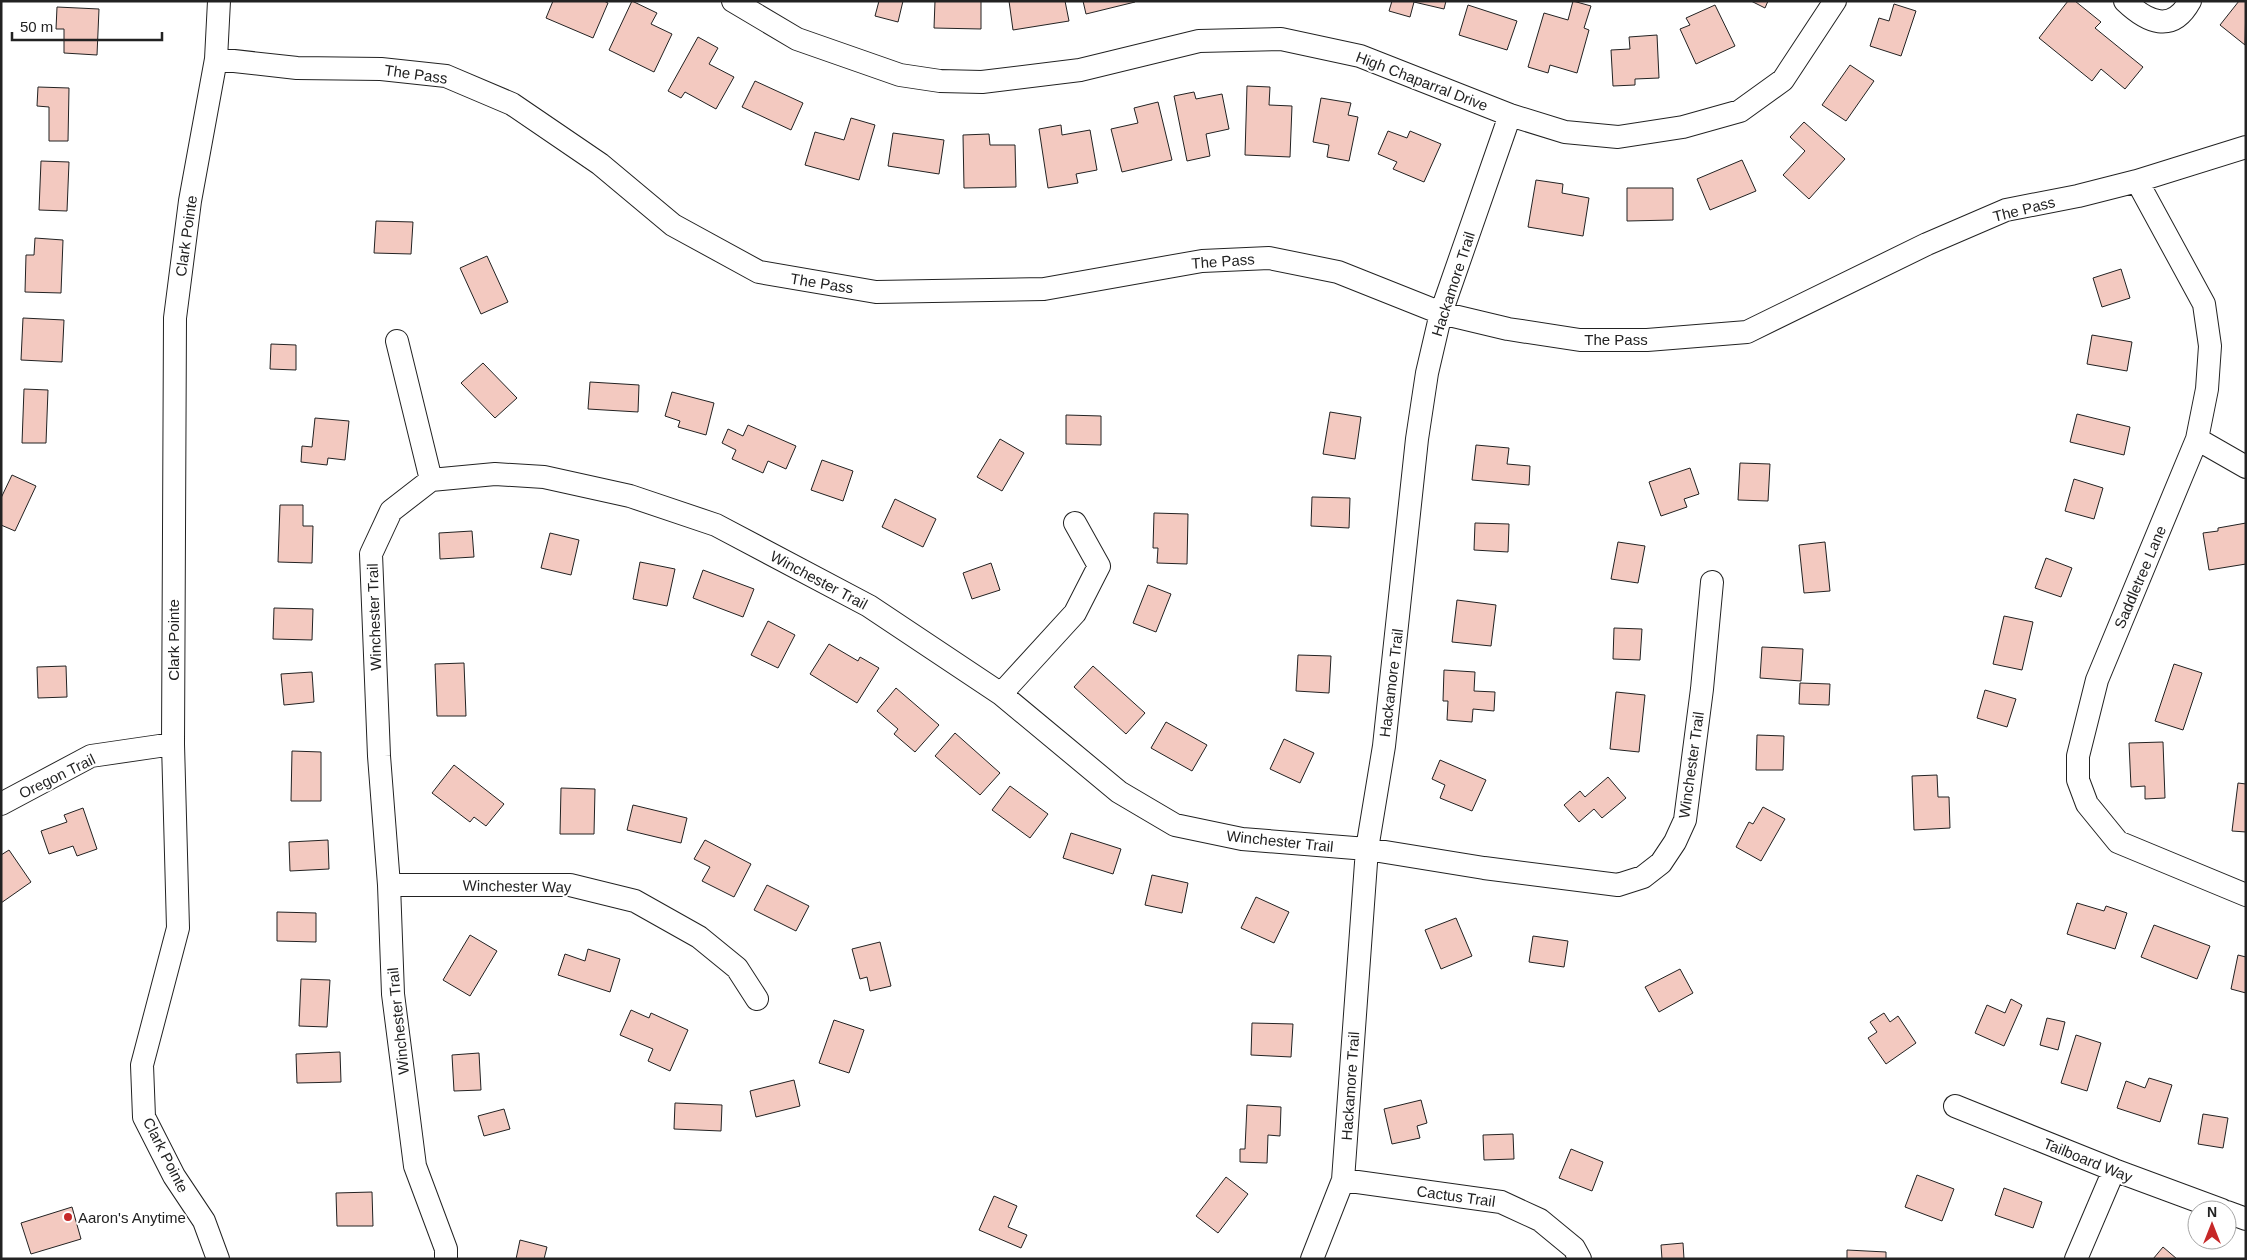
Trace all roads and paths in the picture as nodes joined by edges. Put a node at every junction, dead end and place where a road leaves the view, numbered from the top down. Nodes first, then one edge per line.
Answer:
1 (219, 1) edge
2 (733, 1) edge
3 (1834, 1) edge
4 (2125, 1) edge
5 (2190, 1) edge
6 (216, 59) junction
7 (1510, 114) junction
8 (2246, 147) edge
9 (2137, 181) junction
10 (1441, 313) junction
11 (397, 341) dead end
12 (2197, 439) junction
13 (2246, 467) edge
14 (431, 480) junction
15 (1075, 523) dead end
16 (1712, 582) dead end
17 (1001, 694) junction
18 (173, 744) junction
19 (1, 804) edge
20 (1367, 849) junction
21 (389, 884) junction
22 (2246, 895) edge
23 (757, 999) dead end
24 (1956, 1106) dead end
25 (2114, 1170) junction
26 (1343, 1180) junction
27 (2195, 1200) edge
28 (218, 1259) edge
29 (446, 1259) edge
30 (1312, 1259) edge
31 (1580, 1259) edge
32 (2076, 1259) edge

1 - 6 street, Clark Pointe
2 - 7 street, High Chaparral Drive
3 - 7 street, High Chaparral Drive
4 - 5 street
6 - 10 street, The Pass
6 - 18 street, Clark Pointe
7 - 10 street, Hackamore Trail
8 - 9 street, The Pass
9 - 10 street, The Pass
9 - 12 street, Saddletree Lane
10 - 20 street, Hackamore Trail
11 - 14 street
12 - 13 street
12 - 22 street, Saddletree Lane
14 - 17 street, Winchester Trail
14 - 21 street, Winchester Trail
15 - 17 street
16 - 20 street, Winchester Trail
17 - 20 street, Winchester Trail
18 - 19 street, Oregon Trail
18 - 28 street, Clark Pointe
20 - 26 street, Hackamore Trail
21 - 23 street, Winchester Way
21 - 29 street, Winchester Trail
24 - 25 street, Tailboard Way
25 - 27 street, Tailboard Way
25 - 32 street
26 - 30 street, Hackamore Trail
26 - 31 street, Cactus Trail

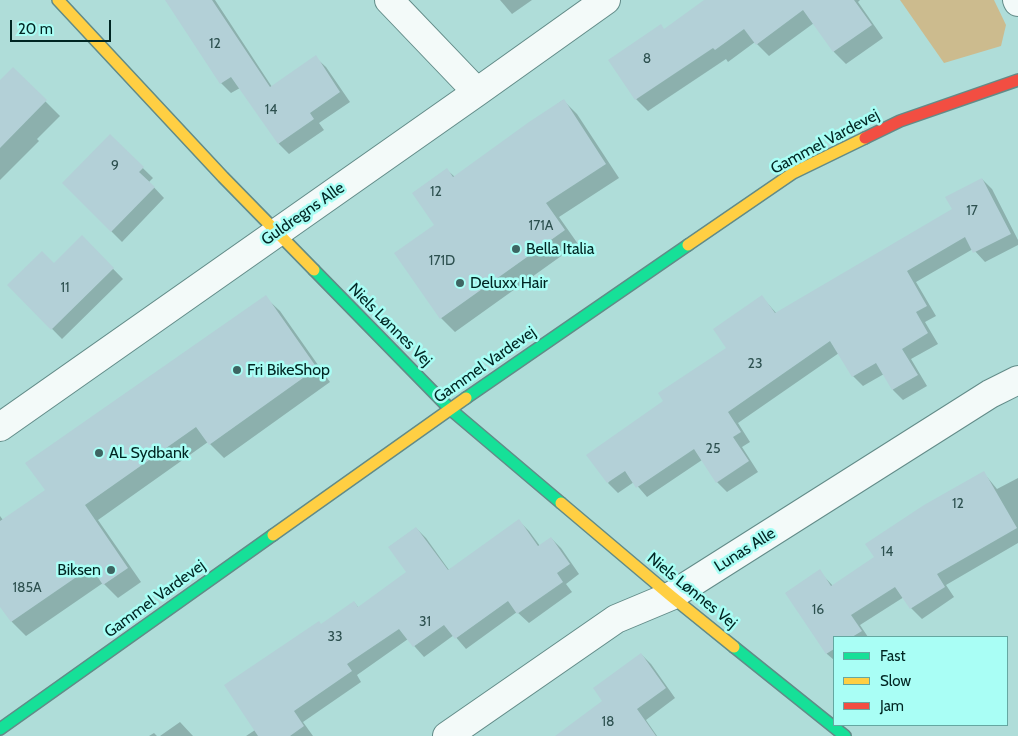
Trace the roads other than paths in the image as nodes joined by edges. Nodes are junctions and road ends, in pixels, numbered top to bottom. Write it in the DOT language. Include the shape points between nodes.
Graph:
──────
WORK ORDER: Once the pictures are set aside, repeat the data above exactly as written.

YOUR RESPONSE:
Trace all roads and paths in the picture as nodes joined by edges. Put a node at every junction, dead end and place where a road leaves the view, numbered from the top down. Nodes first, then one edge per line.
Answer:
1 (219, 1) edge
2 (733, 1) edge
3 (1834, 1) edge
4 (2125, 1) edge
5 (2190, 1) edge
6 (216, 59) junction
7 (1510, 114) junction
8 (2246, 147) edge
9 (2137, 181) junction
10 (1441, 313) junction
11 (397, 341) dead end
12 (2197, 439) junction
13 (2246, 467) edge
14 (431, 480) junction
15 (1075, 523) dead end
16 (1712, 582) dead end
17 (1001, 694) junction
18 (173, 744) junction
19 (1, 804) edge
20 (1367, 849) junction
21 (389, 884) junction
22 (2246, 895) edge
23 (757, 999) dead end
24 (1956, 1106) dead end
25 (2114, 1170) junction
26 (1343, 1180) junction
27 (2195, 1200) edge
28 (218, 1259) edge
29 (446, 1259) edge
30 (1312, 1259) edge
31 (1580, 1259) edge
32 (2076, 1259) edge

1 - 6 street, Clark Pointe
2 - 7 street, High Chaparral Drive
3 - 7 street, High Chaparral Drive
4 - 5 street
6 - 10 street, The Pass
6 - 18 street, Clark Pointe
7 - 10 street, Hackamore Trail
8 - 9 street, The Pass
9 - 10 street, The Pass
9 - 12 street, Saddletree Lane
10 - 20 street, Hackamore Trail
11 - 14 street
12 - 13 street
12 - 22 street, Saddletree Lane
14 - 17 street, Winchester Trail
14 - 21 street, Winchester Trail
15 - 17 street
16 - 20 street, Winchester Trail
17 - 20 street, Winchester Trail
18 - 19 street, Oregon Trail
18 - 28 street, Clark Pointe
20 - 26 street, Hackamore Trail
21 - 23 street, Winchester Way
21 - 29 street, Winchester Trail
24 - 25 street, Tailboard Way
25 - 27 street, Tailboard Way
25 - 32 street
26 - 30 street, Hackamore Trail
26 - 31 street, Cactus Trail

Trace the roads other than paths in the image as nodes joined by edges. Nodes are junctions and road ends, in pixels, numbered top to bottom. Write it in the DOT language. Include the shape points between nodes.
Graph:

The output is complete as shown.